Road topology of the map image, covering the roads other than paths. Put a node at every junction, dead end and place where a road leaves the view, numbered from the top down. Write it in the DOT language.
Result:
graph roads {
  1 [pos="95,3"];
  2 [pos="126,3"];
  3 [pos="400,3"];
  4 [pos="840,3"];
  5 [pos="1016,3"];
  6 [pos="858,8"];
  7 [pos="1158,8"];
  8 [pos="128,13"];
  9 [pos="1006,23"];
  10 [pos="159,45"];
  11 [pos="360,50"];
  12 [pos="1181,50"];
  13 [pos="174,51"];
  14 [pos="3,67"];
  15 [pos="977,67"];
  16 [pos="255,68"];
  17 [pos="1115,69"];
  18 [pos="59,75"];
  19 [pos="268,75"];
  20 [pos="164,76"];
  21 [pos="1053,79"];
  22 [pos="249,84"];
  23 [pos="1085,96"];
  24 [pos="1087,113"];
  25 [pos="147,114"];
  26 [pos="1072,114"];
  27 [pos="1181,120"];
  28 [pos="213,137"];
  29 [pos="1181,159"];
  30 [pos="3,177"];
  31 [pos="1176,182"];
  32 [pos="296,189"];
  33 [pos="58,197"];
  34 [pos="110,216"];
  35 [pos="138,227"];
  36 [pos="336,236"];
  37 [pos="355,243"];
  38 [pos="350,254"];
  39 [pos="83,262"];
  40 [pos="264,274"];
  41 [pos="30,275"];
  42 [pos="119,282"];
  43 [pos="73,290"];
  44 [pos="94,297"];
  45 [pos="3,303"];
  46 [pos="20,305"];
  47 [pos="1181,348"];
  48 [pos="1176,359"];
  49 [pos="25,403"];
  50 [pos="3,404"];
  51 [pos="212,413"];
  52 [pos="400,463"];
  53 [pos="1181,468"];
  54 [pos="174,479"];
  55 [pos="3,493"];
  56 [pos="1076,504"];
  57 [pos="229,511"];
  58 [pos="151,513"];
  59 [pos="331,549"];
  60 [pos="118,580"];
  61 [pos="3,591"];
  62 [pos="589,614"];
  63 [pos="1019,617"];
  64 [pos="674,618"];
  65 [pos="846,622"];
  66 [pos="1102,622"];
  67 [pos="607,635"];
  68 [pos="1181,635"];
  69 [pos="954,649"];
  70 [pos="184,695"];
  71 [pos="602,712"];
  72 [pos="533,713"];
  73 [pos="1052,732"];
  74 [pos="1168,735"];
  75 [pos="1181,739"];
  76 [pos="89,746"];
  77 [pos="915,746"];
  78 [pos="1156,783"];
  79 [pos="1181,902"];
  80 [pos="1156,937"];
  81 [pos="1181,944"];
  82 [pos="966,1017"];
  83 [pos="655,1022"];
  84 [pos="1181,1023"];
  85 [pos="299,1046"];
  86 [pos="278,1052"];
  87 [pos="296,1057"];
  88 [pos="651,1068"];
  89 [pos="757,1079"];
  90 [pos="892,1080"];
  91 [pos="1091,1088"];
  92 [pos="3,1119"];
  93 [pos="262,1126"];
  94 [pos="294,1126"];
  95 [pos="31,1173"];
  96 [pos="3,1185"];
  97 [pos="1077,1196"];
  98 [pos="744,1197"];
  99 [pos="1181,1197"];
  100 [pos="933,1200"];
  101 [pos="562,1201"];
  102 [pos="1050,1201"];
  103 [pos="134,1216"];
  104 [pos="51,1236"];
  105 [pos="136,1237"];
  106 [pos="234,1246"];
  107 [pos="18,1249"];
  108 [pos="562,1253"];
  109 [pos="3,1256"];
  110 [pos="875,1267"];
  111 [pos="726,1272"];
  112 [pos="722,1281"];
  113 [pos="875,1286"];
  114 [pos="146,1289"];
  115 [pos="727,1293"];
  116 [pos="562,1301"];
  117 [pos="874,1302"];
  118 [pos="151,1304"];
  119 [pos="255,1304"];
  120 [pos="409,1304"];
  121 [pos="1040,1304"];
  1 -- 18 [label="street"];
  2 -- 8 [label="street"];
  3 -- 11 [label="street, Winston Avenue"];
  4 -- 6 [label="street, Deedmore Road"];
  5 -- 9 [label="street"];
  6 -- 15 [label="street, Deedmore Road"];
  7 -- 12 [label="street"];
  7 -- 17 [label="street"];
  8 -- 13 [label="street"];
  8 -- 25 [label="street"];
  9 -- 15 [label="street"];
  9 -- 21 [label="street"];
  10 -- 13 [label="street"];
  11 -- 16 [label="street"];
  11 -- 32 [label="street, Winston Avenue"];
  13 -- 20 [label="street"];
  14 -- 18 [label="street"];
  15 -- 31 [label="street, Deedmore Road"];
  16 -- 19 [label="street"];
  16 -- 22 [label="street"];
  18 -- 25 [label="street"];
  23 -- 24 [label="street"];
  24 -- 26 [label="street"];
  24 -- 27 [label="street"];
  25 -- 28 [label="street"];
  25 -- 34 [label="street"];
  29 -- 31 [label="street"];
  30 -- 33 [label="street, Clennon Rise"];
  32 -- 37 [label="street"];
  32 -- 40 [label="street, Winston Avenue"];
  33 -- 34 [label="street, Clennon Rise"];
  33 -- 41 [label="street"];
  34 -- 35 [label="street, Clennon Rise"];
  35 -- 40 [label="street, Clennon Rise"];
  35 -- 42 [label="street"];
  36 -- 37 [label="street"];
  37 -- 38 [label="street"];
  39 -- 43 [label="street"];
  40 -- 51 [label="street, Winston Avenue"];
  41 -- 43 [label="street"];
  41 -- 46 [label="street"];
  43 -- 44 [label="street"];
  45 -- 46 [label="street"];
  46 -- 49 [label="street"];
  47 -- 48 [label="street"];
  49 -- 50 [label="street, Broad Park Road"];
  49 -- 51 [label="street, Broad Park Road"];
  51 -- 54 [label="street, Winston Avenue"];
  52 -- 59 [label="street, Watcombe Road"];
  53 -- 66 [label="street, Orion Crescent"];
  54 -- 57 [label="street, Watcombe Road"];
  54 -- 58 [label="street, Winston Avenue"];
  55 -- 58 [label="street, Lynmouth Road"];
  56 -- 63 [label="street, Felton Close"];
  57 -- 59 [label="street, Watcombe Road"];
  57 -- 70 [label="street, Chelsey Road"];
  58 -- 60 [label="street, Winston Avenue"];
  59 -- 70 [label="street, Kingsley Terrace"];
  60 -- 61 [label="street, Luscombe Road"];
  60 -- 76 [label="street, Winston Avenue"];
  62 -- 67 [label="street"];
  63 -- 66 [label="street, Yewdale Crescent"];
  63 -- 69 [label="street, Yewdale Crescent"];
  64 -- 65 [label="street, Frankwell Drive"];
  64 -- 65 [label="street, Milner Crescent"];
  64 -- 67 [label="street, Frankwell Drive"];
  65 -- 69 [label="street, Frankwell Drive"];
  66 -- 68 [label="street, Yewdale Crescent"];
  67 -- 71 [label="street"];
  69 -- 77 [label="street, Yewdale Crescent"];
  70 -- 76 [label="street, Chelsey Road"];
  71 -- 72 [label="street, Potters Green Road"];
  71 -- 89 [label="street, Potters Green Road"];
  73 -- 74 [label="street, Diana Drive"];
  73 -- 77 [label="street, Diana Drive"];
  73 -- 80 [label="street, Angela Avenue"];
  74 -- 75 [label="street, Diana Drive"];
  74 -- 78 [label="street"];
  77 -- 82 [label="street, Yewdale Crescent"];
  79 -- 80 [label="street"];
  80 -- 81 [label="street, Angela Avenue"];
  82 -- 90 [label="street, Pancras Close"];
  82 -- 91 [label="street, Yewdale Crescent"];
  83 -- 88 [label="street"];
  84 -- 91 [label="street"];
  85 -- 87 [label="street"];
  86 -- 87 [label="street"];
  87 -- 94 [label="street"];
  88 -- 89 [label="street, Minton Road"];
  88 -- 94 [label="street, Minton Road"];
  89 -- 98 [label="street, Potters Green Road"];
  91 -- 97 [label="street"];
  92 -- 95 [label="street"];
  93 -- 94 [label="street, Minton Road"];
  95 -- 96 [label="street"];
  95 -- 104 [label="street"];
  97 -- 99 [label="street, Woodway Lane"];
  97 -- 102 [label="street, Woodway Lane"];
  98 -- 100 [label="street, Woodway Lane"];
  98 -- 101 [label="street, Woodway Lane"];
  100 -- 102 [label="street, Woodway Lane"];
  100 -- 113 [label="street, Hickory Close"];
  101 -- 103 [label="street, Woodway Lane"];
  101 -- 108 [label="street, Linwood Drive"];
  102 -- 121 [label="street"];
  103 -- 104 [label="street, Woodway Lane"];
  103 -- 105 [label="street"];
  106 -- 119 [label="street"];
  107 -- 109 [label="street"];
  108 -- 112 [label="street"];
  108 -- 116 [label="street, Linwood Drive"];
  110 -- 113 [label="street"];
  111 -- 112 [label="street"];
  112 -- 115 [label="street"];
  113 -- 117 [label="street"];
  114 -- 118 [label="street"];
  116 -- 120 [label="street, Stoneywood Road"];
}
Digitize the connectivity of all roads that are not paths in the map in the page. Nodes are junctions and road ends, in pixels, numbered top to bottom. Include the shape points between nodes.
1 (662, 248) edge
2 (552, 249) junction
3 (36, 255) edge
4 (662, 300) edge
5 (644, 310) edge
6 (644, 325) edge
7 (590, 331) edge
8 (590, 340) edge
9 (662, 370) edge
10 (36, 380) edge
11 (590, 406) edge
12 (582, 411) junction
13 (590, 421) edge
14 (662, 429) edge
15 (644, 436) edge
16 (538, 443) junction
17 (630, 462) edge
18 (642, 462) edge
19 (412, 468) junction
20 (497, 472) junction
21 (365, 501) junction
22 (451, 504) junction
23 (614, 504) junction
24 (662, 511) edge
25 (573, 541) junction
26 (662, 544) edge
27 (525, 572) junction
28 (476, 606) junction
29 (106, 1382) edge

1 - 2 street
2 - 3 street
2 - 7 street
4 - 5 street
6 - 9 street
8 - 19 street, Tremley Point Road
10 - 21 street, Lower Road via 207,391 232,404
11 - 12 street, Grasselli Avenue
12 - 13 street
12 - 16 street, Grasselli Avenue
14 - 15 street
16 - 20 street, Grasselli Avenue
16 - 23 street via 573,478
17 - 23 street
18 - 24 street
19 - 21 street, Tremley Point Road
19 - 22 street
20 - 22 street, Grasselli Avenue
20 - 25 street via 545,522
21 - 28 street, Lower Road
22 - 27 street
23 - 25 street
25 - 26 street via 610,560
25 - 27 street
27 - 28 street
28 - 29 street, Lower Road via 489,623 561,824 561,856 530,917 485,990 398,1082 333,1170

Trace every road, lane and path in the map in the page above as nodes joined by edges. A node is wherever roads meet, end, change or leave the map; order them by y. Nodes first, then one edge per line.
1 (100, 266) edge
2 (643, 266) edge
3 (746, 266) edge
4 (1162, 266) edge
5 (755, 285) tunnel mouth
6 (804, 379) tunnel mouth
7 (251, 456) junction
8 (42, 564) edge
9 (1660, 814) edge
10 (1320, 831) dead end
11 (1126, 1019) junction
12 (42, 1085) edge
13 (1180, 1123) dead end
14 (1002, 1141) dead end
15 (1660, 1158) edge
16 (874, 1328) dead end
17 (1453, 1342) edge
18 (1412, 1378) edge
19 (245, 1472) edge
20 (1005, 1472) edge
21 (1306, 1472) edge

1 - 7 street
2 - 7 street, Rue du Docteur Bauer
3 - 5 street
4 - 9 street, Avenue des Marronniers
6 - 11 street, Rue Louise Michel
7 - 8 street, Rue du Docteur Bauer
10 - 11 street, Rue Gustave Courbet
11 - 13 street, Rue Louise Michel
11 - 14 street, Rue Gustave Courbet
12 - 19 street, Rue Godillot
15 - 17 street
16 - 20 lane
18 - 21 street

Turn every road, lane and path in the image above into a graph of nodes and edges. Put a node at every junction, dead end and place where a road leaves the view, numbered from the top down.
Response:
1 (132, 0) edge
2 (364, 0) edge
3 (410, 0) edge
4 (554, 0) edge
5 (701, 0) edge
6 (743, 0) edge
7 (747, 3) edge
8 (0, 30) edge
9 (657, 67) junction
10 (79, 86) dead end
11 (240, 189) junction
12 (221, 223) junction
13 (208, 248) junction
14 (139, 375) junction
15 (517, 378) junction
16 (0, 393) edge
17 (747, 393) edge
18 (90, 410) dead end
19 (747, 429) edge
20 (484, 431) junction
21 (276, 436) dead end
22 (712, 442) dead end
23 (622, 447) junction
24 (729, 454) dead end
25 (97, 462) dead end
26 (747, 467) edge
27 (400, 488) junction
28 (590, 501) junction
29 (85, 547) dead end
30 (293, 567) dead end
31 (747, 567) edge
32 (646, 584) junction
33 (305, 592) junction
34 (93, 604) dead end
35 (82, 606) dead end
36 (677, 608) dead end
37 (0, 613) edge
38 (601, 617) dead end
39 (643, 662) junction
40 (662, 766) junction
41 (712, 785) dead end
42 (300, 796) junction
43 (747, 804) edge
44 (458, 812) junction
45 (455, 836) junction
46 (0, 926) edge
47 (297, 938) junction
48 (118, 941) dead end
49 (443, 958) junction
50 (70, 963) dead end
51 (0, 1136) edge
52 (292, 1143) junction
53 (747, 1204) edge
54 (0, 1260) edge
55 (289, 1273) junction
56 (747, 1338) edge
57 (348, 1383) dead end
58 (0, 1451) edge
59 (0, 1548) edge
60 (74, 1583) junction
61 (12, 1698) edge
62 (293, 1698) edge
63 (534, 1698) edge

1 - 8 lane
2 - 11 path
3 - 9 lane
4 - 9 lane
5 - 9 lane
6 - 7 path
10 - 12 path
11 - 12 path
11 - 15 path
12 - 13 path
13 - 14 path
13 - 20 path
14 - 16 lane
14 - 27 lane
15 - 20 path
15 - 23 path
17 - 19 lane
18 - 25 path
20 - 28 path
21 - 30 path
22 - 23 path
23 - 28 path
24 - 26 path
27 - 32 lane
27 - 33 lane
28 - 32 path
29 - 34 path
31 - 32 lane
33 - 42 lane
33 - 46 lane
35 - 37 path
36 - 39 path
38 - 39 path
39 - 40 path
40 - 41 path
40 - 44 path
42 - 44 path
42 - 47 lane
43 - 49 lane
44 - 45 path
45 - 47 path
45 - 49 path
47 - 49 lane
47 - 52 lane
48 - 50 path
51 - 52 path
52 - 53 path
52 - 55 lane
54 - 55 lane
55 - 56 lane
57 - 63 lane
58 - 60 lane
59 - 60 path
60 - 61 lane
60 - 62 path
----------
• [Task directions]
Filter the entries down to the lines with the word "Lower" in them, and copy those lines.

• [Exercise result]
10 - 21 street, Lower Road via 207,391 232,404
21 - 28 street, Lower Road
28 - 29 street, Lower Road via 489,623 561,824 561,856 530,917 485,990 398,1082 333,1170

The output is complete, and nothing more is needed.